In contrast to applications claiming mechanical inventions, the 2000 Ordinance provides the standard for determining unity for applications claiming chemical products intended for use in agriculture or medicine.  Specifically, the first part of section 15(8) states that “claim or claims in respect of a complete specification of a chemical product intended for use in agriculture or medicine shall be structurally defined and shall relate to a single chemical product only excluding its derivatives and salts, each of which, with a material or a novel improvement in its claim from the main product, shall be filed a separate invention or where applicable, as a divisional application”. Without conceding to the statutory basis excluding derivatives and salts from the scope of claims directed to compounds per se, it is clear according to section 15(8) that any derivatives and salts of a claimed compound that are pursued in a separate or divisional application must show an activity that is substantially improved or enhanced compared to the compound (in free base form).  A voluntary divisional covering derivatives or salts having activity in common with the compound (in free base or in congruity (1:1 ratio) with the compound) run the risk of being rejected or invalidated on the grounds of one or more of lack of subject matter, double patenting, insufficiency of disclosure, etc.

Divisional applications attempted to achieve a post-filing broadening of the claims is not allowed

As discussed previously herein, a divisional application (e.g., voluntary or compulsory) can be filed to protect a second or another invention.  However, a divisional application that seeks to broaden the scope of the claimed invention will likely be refused.  For example, if a parent application discloses a composition comprising a combination of compound A and compound B using water as a solvent, a divisional application covering the same composition (compound A and compound B) claiming the same activity for the composition but using non-aqueous solvent would be considered to be impermissible broadening and would not be allowable.  The caveat to this is provided in section 15(5) which states: “[S]ubject to the foregoing provisions of this section, a complete specification filed after a provisional specification, or filed with a Convention application, may include claims in respect of developments of, or additions to, the invention which was described in the provisional specification or, as the case may be, the invention in respect of which the application for protection was made in a Convention country, being developments or additions in respect of which the applicant would be entitled under the provisions of section 11 to make a separate application for a patent”.  In other words, according to this section, if an Applicant files a priority application claiming an invention and identifies additional improvements relating to the invention during the priority year, the Applicant can include those improvements in its specification when filing its original (e.g., Convention) application in Pakistan (remembering that Pakistan is not a PCT member country).  However, if the Applicant identifies additional improvements after both the priority year and the filing of its application in Pakistan, then those additional improvements cannot be included and/or claimed in the already filed application (i.e., any attempt to add those additional improvements will be rejected if the Applicant tries to add them by way of one or amendments to the original specification).  Under these circumstances, the Applicant will need to consider whether to file for a Patent of Addition.

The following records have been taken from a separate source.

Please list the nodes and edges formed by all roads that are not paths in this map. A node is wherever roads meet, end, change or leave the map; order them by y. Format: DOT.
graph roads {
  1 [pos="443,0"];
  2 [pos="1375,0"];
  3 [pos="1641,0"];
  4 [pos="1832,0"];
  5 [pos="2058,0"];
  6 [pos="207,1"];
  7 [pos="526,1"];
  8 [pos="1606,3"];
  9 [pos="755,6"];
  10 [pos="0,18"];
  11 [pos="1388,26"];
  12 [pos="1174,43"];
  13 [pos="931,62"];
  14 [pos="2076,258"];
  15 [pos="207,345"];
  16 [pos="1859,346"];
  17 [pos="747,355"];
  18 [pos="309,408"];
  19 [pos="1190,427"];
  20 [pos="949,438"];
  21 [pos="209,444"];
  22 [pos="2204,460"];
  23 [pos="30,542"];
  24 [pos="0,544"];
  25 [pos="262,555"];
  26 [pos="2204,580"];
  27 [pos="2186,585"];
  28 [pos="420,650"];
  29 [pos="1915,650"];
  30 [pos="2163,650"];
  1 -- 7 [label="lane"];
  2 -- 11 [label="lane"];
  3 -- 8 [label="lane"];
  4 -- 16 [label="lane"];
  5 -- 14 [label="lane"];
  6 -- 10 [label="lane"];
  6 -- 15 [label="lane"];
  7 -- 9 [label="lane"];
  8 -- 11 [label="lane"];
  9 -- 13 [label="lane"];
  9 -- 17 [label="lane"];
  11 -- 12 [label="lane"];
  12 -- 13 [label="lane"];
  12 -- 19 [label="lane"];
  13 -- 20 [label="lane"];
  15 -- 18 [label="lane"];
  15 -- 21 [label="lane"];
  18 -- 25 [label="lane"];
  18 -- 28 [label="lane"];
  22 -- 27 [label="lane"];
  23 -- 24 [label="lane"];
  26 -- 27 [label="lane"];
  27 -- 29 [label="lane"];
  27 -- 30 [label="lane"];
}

In summary, a divisional application can be filed in Pakistan when an Examiner raises a lack of unity of invention rejection during examination.  Additionally, a voluntary divisional can be filed by an Applicant at any time prior to grant of a parent application in order to extend prosecution until the commercial value and/or likelihood of success of an innovative product is fully appreciated or realized.  This ability to extend prosecution of such a divisional application is particularly helpful for pharmaceutical and biotechnology inventions where the full commercial value or likelihood of success of such products may not be realized until many years after filing.